As the trailers give away (rather prominently), the film’s turning point comes when Anna falls down a hollow tree, hitting her head hard but ultimately waking up completely cured. And while the film attributes this to God, it also goes out of its way to provide a more vague, inspirational take for the less faithful in the audience: to enjoy the miraculous things that occur every day.
The film is centered around the “event,” which most audience members know is coming. Until then, the film attempts to create dramatic tension through Christy’s crisis of faith. With one eye firmly on the evangelical target audience, though, Christy’s clear worries about not only her Anna’s health, but her husband’s (Martin Henderson) new business and the financial strain the combination of the two are putting on the family, are met with responses like a vague “things will work out” response from her husband.
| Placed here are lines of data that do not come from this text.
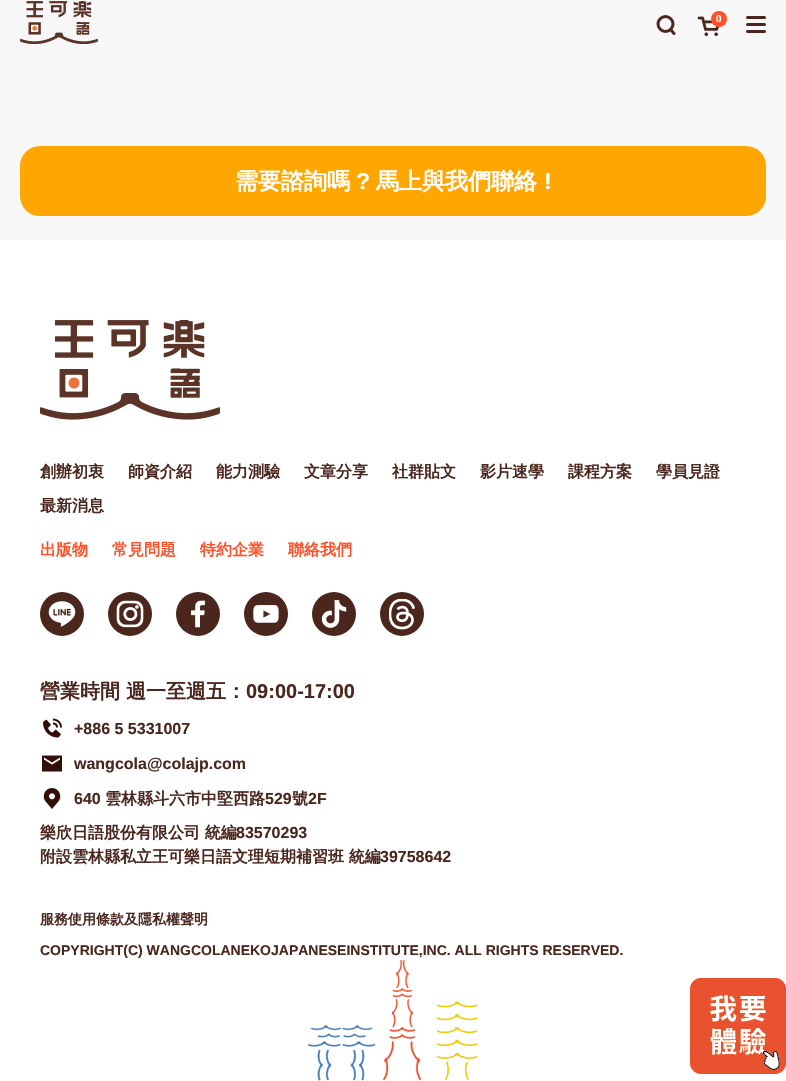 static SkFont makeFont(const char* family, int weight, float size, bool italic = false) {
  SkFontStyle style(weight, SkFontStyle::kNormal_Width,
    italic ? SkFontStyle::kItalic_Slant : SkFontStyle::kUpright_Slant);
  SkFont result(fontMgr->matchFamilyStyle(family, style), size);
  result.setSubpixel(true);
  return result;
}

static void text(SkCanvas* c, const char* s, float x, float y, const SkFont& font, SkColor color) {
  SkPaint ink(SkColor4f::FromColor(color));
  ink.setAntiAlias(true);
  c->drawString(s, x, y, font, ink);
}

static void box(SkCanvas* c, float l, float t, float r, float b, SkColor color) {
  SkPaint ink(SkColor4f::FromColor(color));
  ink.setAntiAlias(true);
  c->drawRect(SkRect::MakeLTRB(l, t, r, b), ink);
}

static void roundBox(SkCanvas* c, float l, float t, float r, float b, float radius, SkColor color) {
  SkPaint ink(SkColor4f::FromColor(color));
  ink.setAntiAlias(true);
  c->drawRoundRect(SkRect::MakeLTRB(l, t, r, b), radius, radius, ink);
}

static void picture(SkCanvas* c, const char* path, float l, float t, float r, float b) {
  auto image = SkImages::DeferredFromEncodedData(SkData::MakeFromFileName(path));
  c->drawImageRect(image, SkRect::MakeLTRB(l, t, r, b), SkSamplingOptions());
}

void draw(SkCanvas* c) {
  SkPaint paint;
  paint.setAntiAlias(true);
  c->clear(0xfff7f7f7);
  picture(c, "img_01.png", 20, 1, 98, 44);
  paint.setStyle(SkPaint::kStroke_Style);
  paint.setStrokeWidth(3);
  paint.setColor(0xff4a261d);
  c->drawCircle(665.5f, 24, 7.5f, paint);
  paint.setStrokeCap(SkPaint::kRound_Cap);
  paint.setStrokeJoin(SkPaint::kRound_Join);
  c->drawPath(SkPathBuilder().moveTo(670.5f, 29.5f).lineTo(674, 33.5f).detach(), paint);
  picture(c, "img_02.png", 697, 16, 720, 36);
  paint.setStyle(SkPaint::kFill_Style);
  paint.setColor(0xfffd5229);
  c->drawCircle(719, 19, 8, paint);
  SkFont face1 = makeFont("Liberation Sans", 700, 10);
  text(c, "0", 716, 22, face1, 0xffffffff);
  roundBox(c, 746, 16, 766, 19, 1.5f, 0xff4a261d);
  roundBox(c, 746, 23, 766, 26, 1.5f, 0xff4a261d);
  roundBox(c, 746, 30, 766, 33, 1.5f, 0xff4a261d);
  roundBox(c, 20, 146, 766, 216, 20, 0xffffa600);
  SkFont face2 = makeFont("WenQuanYi Zen Hei", 700, 23);
  text(c, "需要諮詢嗎", 235, 189, face2, 0xffffffff);
  SkFont face3 = makeFont("Liberation Sans", 700, 23);
  text(c, "?", 356, 189, face3, 0xffffffff);
  text(c, "馬上與我們聯絡", 376, 189, face2, 0xffffffff);
  text(c, "!", 544, 189, face3, 0xffffffff);
  box(c, 0, 240, 786, 1081, 0xffffffff);
  picture(c, "img_03.png", 308, 960, 478, 1081);
  picture(c, "img_04.png", 40, 320, 220, 420);
  SkFont face4 = makeFont("WenQuanYi Zen Hei", 700, 16);
  text(c, "創辦初衷", 40, 477, face4, 0xff4a261d);
  text(c, "師資介紹", 128, 477, face4, 0xff4a261d);
  text(c, "能力測驗", 216, 477, face4, 0xff4a261d);
  text(c, "文章分享", 304, 477, face4, 0xff4a261d);
  text(c, "社群貼文", 392, 477, face4, 0xff4a261d);
  text(c, "影片速學", 480, 477, face4, 0xff4a261d);
  text(c, "課程方案", 568, 477, face4, 0xff4a261d);
  text(c, "學員見證", 656, 477, face4, 0xff4a261d);
  text(c, "最新消息", 40, 511, face4, 0xff4a261d);
  text(c, "出版物", 40, 555, face4, 0xfffd5229);
  text(c, "常見問題", 112, 555, face4, 0xfffd5229);
  text(c, "特約企業", 200, 555, face4, 0xfffd5229);
  text(c, "聯絡我們", 288, 555, face4, 0xfffd5229);
  paint.setColor(0xff4a261d);
  c->drawCircle(62, 614, 22, paint);
  picture(c, "img_05.png", 48, 601, 76, 627);
  c->drawCircle(130, 614, 22, paint);
  picture(c, "img_06.png", 116, 600, 144, 628);
  c->drawCircle(198, 614, 22, paint);
  picture(c, "img_07.png", 191, 600, 205, 628);
  c->drawCircle(266, 614, 22, paint);
  picture(c, "img_08.png", 253, 605, 279, 623);
  c->drawCircle(334, 614, 22, paint);
  picture(c, "img_09.png", 321, 600, 347, 628);
  c->drawCircle(402, 614, 22, paint);
  picture(c, "img_10.png", 389, 599, 415, 630);
  SkFont face5 = makeFont("WenQuanYi Zen Hei", 700, 20);
  text(c, "營業時間 週一至週五：", 40, 698, face5, 0xff4a261d);
  SkFont face6 = makeFont("Liberation Sans", 700, 20);
  text(c, "09:00-17:00", 246, 698, face6, 0xff4a261d);
  picture(c, "img_11.png", 43, 718, 62, 738);
  SkFont face7 = makeFont("Liberation Sans", 700, 16);
  text(c, "+886 5 5331007", 74, 734, face7, 0xff4a261d);
  picture(c, "img_12.png", 42, 755, 62, 772);
  text(c, "wangcola@colajp.com", 74, 769, face7, 0xff4a261d);
  picture(c, "img_13.png", 43, 788, 61, 809);
  text(c, "640", 74, 804, face7, 0xff4a261d);
  text(c, "雲林縣斗六市中堅西路", 105, 804, face4, 0xff4a261d);
  text(c, "529", 265, 804, face7, 0xff4a261d);
  text(c, "號", 292, 804, face4, 0xff4a261d);
  text(c, "2F", 308, 804, face7, 0xff4a261d);
  text(c, "樂欣日語股份有限公司 統編", 40, 838, face4, 0xff4a261d);
  text(c, "83570293", 236, 838, face7, 0xff4a261d);
  text(c, "附設雲林縣私立王可樂日語文理短期補習班 統編", 40, 862, face4, 0xff4a261d);
  text(c, "39758642", 380, 862, face7, 0xff4a261d);
  SkFont face8 = makeFont("WenQuanYi Zen Hei", 700, 14);
  text(c, "服務使用條款及隱私權聲明", 40, 924, face8, 0xff4a261d);
  SkFont face9 = makeFont("Liberation Sans", 700, 14);
  text(c, "COPYRIGHT(C) WANGCOLANEKOJAPANESEINSTITUTE,INC. ALL RIGHTS RESERVED.", 40, 955, face9, 0xff4a261d);
  picture(c, "img_14.png", 690, 978, 786, 1074);
}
Her refusal to just accept that answer while things are wrong with Anna are treated with incredulity, which is insulting both to anyone suffering under similar circumstances and the notion of a God who created humans with the ability to think and process.
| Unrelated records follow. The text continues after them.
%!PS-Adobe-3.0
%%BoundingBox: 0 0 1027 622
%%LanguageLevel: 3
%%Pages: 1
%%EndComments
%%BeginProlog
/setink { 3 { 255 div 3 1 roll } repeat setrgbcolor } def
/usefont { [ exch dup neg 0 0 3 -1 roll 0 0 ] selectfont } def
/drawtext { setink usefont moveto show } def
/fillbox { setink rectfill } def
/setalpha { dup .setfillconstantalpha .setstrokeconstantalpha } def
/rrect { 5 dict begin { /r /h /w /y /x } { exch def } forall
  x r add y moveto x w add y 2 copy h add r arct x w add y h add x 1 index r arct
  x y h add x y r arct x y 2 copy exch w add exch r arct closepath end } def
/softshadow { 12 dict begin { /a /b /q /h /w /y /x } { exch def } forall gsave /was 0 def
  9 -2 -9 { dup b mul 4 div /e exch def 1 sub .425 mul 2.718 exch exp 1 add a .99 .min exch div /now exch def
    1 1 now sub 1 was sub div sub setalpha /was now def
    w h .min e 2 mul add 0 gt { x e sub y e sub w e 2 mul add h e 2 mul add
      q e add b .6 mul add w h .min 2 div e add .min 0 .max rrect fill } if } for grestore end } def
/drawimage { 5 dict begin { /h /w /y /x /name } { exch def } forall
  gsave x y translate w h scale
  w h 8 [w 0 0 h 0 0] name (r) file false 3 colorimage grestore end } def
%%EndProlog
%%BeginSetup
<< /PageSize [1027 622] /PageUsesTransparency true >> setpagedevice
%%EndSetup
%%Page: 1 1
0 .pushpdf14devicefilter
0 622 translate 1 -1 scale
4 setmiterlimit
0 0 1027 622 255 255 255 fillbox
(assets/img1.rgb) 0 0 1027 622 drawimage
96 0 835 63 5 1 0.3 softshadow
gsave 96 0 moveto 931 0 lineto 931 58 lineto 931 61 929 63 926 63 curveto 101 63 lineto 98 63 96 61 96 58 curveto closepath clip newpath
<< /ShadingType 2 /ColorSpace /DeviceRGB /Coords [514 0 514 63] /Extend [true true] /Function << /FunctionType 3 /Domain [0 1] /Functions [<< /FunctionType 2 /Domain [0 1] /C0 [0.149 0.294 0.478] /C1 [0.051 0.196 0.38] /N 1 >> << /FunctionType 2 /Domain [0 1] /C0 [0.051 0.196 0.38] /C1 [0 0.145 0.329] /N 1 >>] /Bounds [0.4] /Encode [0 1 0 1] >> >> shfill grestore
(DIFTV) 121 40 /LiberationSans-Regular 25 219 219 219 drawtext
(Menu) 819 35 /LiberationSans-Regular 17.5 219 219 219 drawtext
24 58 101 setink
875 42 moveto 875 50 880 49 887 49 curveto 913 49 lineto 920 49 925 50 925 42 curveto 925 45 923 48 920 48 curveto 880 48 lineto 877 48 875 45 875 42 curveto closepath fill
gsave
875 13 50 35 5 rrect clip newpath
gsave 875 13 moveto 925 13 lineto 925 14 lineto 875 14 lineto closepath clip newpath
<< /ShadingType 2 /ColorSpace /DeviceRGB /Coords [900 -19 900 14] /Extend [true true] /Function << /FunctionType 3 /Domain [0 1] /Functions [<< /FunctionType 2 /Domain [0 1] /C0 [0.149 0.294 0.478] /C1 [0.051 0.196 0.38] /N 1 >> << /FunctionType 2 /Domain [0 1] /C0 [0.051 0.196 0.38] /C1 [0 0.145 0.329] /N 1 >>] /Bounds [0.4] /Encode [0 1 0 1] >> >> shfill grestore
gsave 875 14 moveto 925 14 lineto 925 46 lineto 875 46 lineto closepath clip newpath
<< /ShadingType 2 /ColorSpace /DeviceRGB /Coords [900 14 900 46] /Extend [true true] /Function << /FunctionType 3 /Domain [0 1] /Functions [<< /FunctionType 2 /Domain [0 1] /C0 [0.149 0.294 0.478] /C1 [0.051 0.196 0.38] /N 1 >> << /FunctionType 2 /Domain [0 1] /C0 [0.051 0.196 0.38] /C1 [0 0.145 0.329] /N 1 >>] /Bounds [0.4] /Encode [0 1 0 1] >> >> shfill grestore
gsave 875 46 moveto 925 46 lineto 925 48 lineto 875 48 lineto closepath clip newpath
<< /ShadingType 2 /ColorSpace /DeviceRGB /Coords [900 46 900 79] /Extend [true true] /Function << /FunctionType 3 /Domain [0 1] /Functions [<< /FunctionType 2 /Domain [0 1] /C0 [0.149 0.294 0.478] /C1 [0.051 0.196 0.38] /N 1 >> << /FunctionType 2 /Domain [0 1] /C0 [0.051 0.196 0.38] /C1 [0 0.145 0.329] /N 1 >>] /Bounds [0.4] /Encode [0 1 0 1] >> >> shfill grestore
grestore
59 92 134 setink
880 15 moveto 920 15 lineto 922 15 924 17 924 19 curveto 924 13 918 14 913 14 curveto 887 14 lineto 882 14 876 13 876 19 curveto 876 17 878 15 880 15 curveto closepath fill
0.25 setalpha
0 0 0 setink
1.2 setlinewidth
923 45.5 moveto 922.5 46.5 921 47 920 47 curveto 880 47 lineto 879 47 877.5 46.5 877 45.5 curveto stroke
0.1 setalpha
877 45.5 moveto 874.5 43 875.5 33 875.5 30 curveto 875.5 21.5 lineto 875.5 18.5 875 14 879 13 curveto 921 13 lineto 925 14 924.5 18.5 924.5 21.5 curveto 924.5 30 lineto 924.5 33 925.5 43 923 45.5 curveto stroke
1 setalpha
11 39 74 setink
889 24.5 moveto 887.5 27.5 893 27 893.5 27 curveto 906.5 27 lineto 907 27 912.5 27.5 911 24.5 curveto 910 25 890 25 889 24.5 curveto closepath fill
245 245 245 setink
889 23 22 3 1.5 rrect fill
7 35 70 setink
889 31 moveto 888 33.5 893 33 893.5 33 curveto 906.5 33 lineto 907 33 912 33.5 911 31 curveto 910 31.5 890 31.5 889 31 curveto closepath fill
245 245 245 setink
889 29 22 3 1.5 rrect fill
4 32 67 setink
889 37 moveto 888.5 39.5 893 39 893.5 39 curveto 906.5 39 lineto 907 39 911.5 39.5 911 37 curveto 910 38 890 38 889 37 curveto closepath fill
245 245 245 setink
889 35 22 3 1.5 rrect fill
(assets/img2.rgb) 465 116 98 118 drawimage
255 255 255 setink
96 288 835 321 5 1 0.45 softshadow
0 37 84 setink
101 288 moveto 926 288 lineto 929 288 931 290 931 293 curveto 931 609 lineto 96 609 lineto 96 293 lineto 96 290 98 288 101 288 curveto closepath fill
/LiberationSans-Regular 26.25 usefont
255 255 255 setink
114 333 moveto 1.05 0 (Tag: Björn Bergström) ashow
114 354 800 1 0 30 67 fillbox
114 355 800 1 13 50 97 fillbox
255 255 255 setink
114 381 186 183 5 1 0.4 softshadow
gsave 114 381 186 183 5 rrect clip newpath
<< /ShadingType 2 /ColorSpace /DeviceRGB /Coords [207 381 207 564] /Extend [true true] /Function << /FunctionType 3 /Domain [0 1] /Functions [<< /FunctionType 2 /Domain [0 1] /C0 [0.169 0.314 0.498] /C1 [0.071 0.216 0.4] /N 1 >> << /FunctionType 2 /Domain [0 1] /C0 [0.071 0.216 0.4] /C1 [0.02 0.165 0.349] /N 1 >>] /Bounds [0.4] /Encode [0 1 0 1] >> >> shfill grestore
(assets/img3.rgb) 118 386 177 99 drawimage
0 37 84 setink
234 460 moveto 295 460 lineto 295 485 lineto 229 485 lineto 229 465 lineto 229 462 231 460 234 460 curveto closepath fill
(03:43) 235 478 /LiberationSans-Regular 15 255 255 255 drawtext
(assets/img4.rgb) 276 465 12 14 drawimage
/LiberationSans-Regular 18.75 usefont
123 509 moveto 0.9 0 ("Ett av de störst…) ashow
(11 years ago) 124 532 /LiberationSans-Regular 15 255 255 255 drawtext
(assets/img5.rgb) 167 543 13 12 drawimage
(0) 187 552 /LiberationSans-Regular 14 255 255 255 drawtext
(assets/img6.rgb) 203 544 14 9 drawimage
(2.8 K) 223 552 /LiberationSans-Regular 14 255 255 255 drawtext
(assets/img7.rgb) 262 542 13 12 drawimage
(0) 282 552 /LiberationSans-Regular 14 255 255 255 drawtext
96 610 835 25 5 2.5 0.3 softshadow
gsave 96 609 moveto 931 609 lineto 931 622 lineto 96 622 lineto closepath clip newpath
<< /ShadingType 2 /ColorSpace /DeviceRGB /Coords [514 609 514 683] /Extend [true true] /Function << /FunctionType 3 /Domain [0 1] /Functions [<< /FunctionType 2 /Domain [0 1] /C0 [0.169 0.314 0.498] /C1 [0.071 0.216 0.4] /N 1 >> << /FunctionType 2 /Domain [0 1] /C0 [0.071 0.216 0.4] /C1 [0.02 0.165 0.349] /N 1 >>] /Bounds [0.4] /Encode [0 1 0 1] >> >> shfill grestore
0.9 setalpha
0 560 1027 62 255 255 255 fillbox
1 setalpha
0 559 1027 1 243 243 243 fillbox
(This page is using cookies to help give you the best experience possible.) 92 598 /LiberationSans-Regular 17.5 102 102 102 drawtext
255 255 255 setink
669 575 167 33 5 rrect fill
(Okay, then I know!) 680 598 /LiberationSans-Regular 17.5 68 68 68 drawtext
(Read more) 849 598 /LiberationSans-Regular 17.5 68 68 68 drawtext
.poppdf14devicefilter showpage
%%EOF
By and large, like many faith-based movies, the message is placed above a decent narrative. It’s nearly impossible for a film to recover from that sort of hobbling. To its credit, the film gets a much better lead than it deserves in Jennifer Garner. Garner’s talented enough to pull off this type of character, removed from the religious context, and one has to imagine it appealed to her in part because it’s a leading performance with the potential for showing off some range for an actress over that certain age. It’s not enough to fix the film, especially when she’s dealing with material like listening to her daughter’s description of the afterlife in a strange, matter-of-fact tone, or dealing with young doctor after young doctor early on who are all too quick to dismiss Anna’s illness as something minor. But Garner does make the film intermittently watchable.
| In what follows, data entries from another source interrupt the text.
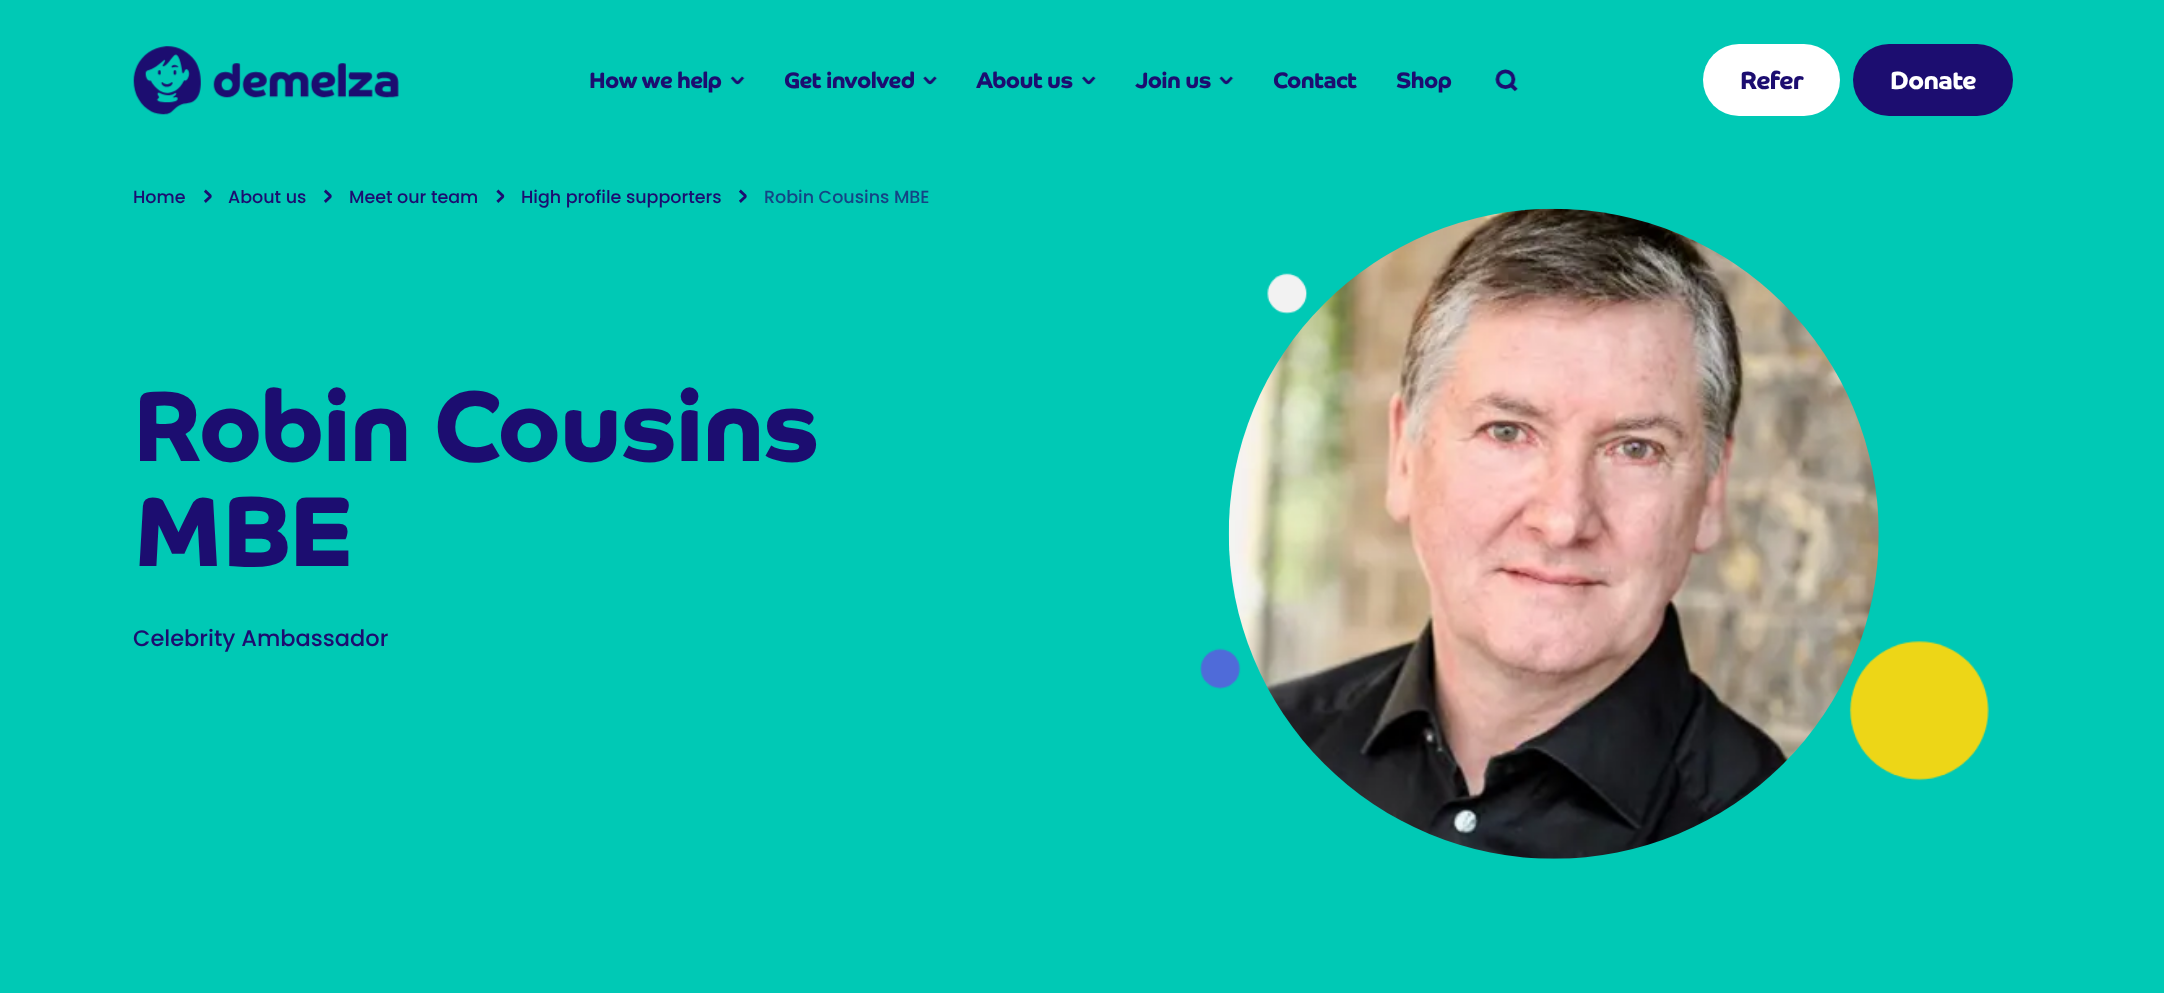 <!DOCTYPE html>
<meta charset="utf-8">
<style>body { margin: 0 } canvas { display: block }</style>
<canvas id="canvas" width="2164" height="993"></canvas>
<img id="img1" src="images/1.png" hidden>
<img id="img2" src="images/2.png" hidden>
<img id="img3" src="images/3.png" hidden>
<img id="img4" src="images/4.png" hidden>
<img id="img5" src="images/5.png" hidden>
<img id="img6" src="images/6.png" hidden>
<img id="img7" src="images/7.png" hidden>
<img id="img8" src="images/8.png" hidden>
<img id="img9" src="images/10.png" hidden>
<img id="img10" src="images/9.png" hidden>
<script>
window.onload = function () {
    const canvas = document.getElementById('canvas');
    const context = canvas.getContext('2d');
    context.miterLimit = 4;
    context.fontKerning = 'normal';

    context.fillStyle = 'rgb(0, 201, 181)';
    context.fillRect(0, 0, 2164, 993);
    context.drawImage(document.getElementById('img1'), 133, 46, 266, 69);
    context.drawImage(document.getElementById('img2'), 730, 76, 15, 9);
    context.drawImage(document.getElementById('img3'), 923, 76, 15, 9);
    context.drawImage(document.getElementById('img4'), 1082, 76, 14, 9);
    context.drawImage(document.getElementById('img5'), 1219, 76, 15, 9);
    context.drawImage(document.getElementById('img6'), 1495, 69, 24, 23);
    context.fillStyle = 'rgb(255, 255, 255)';
    context.beginPath();
    context.roundRect(1703, 44, 137, 72, 36);
    context.fill();
    context.fillStyle = 'rgb(28, 13, 112)';
    context.beginPath();
    context.roundRect(1853, 44, 160, 72, 36);
    context.fill();
    context.drawImage(document.getElementById('img7'), 204, 189, 8, 14);
    context.drawImage(document.getElementById('img7'), 324, 189, 8, 14);
    context.drawImage(document.getElementById('img8'), 496, 189, 9, 14);
    context.drawImage(document.getElementById('img7'), 739, 189, 8, 14);
    context.drawImage(document.getElementById('img9'), 1200, 273, 789, 508);
    context.drawImage(document.getElementById('img10'), 1228, 208, 651, 651);
    context.letterSpacing = '-0.6px';
    context.font = 'bold 22.5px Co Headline';
    context.fillText('How we help', 589, 88);
    context.fillText('Get involved', 784, 88);
    context.fillText('About us', 976, 88);
    context.fillText('Join us', 1135, 88);
    context.fillText('Contact', 1273, 88);
    context.fillText('Shop', 1396, 88);
    context.font = 'bold 25px Co Headline';
    context.fillText('Refer', 1740, 89);
    context.fillStyle = 'rgb(255, 255, 255)';
    context.fillText('Donate', 1890, 89);
    context.letterSpacing = '0px';
    context.font = '500 17.5px Poppins';
    context.fillStyle = 'rgb(28, 13, 112)';
    context.fillText('Home', 133, 203);
    context.fillText('About us', 228, 203);
    context.fillText('Meet our team', 349, 203);
    context.fillText('High profile supporters', 521, 203);
    context.fillStyle = 'rgb(20, 69, 133)';
    context.fillText('Robin Cousins MBE', 764, 203);
    context.letterSpacing = '-1.25px';
    context.font = 'bold 100px Co Headline';
    context.fillStyle = 'rgb(28, 13, 112)';
    context.fillText('Robin Cousins', 133, 461);
    context.fillText('MBE', 133, 566);
    context.letterSpacing = '0px';
    context.font = '500 22.5px Poppins';
    context.fillText('Celebrity Ambassador', 133, 646);
};
</script>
For years, though, certain groups within Christianity have complained about Hollywood not responding to their worldview when making films. For the past few years, that’s not been the case. Christian films aren’t just the product of independent outlets, but major studios as well. There’s a reason, though, that they’re so hard to take seriously. There’s no push for something substantive, or something where the conclusion isn’t inevitable. No matter how talented the people working on these films are (and that varies from film to film), the message is the priority; sometimes, in fact, that’s the only consideration.